Stored data

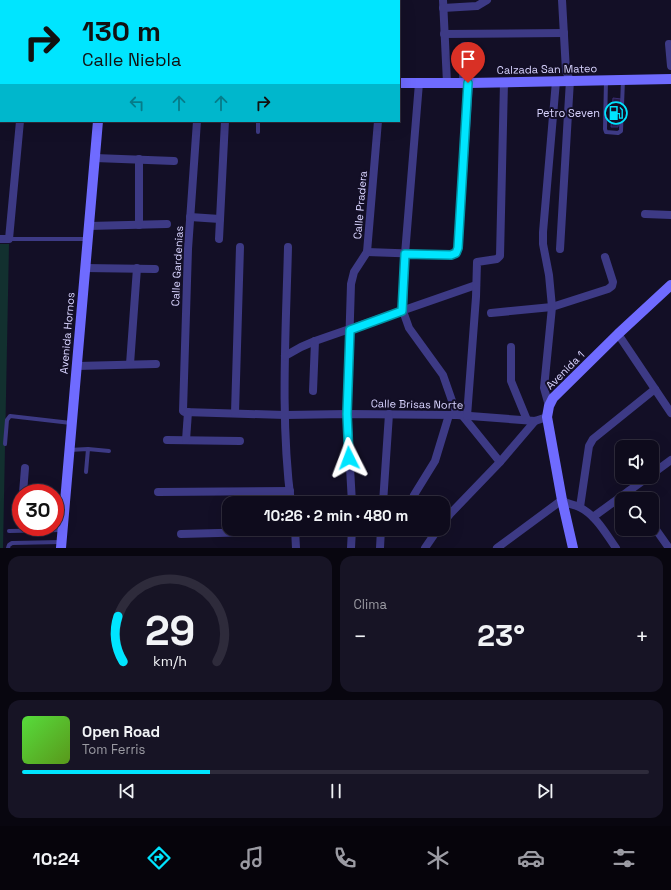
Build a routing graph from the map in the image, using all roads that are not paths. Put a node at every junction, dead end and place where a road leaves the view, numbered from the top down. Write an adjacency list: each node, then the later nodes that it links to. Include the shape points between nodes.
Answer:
1 (487, 0): 3 (street, via 477,6)
2 (562, 0): 4 (street)
3 (443, 4): 5 (street)
4 (564, 33): 5 (street); 11 (street, via 566,71)
5 (444, 34): 17 (street)
6 (669, 44): 8 (street)
7 (464, 46): 18 (street)
8 (671, 66)
9 (671, 79): 13 (street, Calzada San Mateo)
10 (556, 80): 11 (street, Calzada San Mateo); 14 (street, Calzada San Mateo); 51 (street, via 543,232)
11 (570, 80): 12 (street, Calzada San Mateo); 42 (street)
12 (606, 80): 13 (street, Calzada San Mateo); 13 (lane, via 605,129 606,132 618,133 621,130)
13 (623, 80)
14 (504, 82): 18 (street, Calzada San Mateo); 49 (street, via 500,256 477,262)
15 (400, 83): 16 (street, Calzada San Mateo)
16 (419, 83): 17 (street, Calzada San Mateo); 44 (street)
17 (446, 83): 18 (street, Calzada San Mateo)
18 (466, 83): 44 (street, via 458,248 456,253 451,255)
19 (20, 122): 37 (street)
20 (98, 122): 26 (street, Avenida Hornos)
21 (197, 122): 31 (street, Calle Gardenias)
22 (225, 122): 32 (street)
23 (258, 122): 25 (lane)
24 (378, 122): 43 (street, Calle Pradera)
25 (258, 132)
26 (95, 158): 27 (street); 35 (street, Avenida Hornos)
27 (139, 160): 28 (street); 34 (street)
28 (174, 161)
29 (645, 214): 30 (street)
30 (671, 215)
31 (190, 217): 32 (street); 65 (street, Calle Gardenias)
32 (220, 220): 39 (street)
33 (167, 224): 34 (street)
34 (138, 225): 35 (street)
35 (89, 226): 38 (street, Avenida Hornos)
36 (0, 239): 37 (street)
37 (9, 239): 38 (lane)
38 (88, 239): 46 (street, Avenida Hornos)
39 (219, 239)
40 (240, 247): 66 (street)
41 (288, 247): 58 (street)
42 (560, 249)
43 (367, 252): 44 (street); 54 (street, Calle Pradera, via 354,272 351,284)
44 (405, 254): 52 (street)
45 (605, 257): 51 (street, via 612,286)
46 (85, 268): 47 (street); 61 (street, Avenida Hornos)
47 (137, 268): 48 (street); 59 (street)
48 (156, 269)
49 (476, 285): 52 (street); 71 (street)
50 (671, 285): 55 (street, Avenida 1)
51 (552, 307): 53 (street); 64 (street, via 544,388)
52 (402, 311): 54 (street); 71 (street, via 409,328 443,375)
53 (490, 313)
54 (350, 330): 56 (street); 68 (street, Calle Pradera)
55 (618, 334): 62 (street); 64 (street, Avenida 1, via 553,398)
56 (315, 341): 58 (street); 63 (street)
57 (511, 347): 73 (street, via 511,381)
58 (285, 356): 70 (street)
59 (130, 364): 60 (street); 61 (street)
60 (156, 364)
61 (77, 366): 74 (street, Avenida Hornos)
62 (655, 389): 67 (street); 98 (street, via 593,439 589,446)
63 (313, 391)
64 (549, 406): 72 (street, Avenida 1)
65 (186, 412): 66 (street, Calle Brisas Norte); 76 (street, Calle Gardenias)
66 (235, 413): 70 (street, Calle Brisas Norte)
67 (671, 413)
68 (347, 414): 69 (street, Calle Brisas Norte); 70 (street, Calle Brisas Norte); 95 (street, Calle Pradera)
69 (389, 414): 71 (street, Calle Brisas Norte); 96 (street)
70 (285, 415): 90 (street)
71 (459, 415): 73 (street, Calle Brisas Norte); 82 (street); 93 (street)
72 (547, 417): 73 (street, Calle Brisas Norte); 97 (street, Avenida 1)
73 (531, 421): 82 (street)
74 (72, 423): 78 (lane, via 10,416 7,420); 79 (street, Avenida Hornos)
75 (167, 440): 76 (street)
76 (186, 440): 77 (street)
77 (240, 441)
78 (5, 444)
79 (69, 450): 80 (lane); 88 (street, Avenida Hornos)
80 (88, 450): 81 (lane); 86 (lane)
81 (109, 451)
82 (500, 462): 99 (street)
83 (670, 464): 85 (street)
84 (25, 468): 87 (street)
85 (659, 470)
86 (86, 472)
87 (24, 484)
88 (64, 484)
89 (638, 484): 91 (street)
90 (290, 491): 92 (street); 94 (street)
91 (629, 491): 100 (street)
92 (158, 492)
93 (414, 495)
94 (290, 496)
95 (352, 496)
96 (383, 496)
97 (562, 500): 98 (street); 116 (street); 117 (street, Avenida 1)
98 (580, 507): 100 (street)
99 (450, 514)
100 (593, 517): 118 (street)
101 (9, 531): 102 (lane)
102 (12, 531)
103 (222, 533): 104 (street)
104 (181, 534)
105 (659, 534): 119 (street)
106 (295, 536): 112 (street)
107 (352, 536): 113 (street)
108 (381, 536): 114 (street)
109 (433, 536): 115 (street)
110 (61, 545): 111 (lane, via 12,543)
111 (8, 548)
112 (296, 548)
113 (351, 548)
114 (380, 548)
115 (425, 548)
116 (497, 548)
117 (574, 548)
118 (616, 548)
119 (669, 548)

**WHAT IS EXPECTED:** Of all the lines in the records, how many have the word "Pradera"? Write only the number.

**EXERCISE OUTPUT:** 4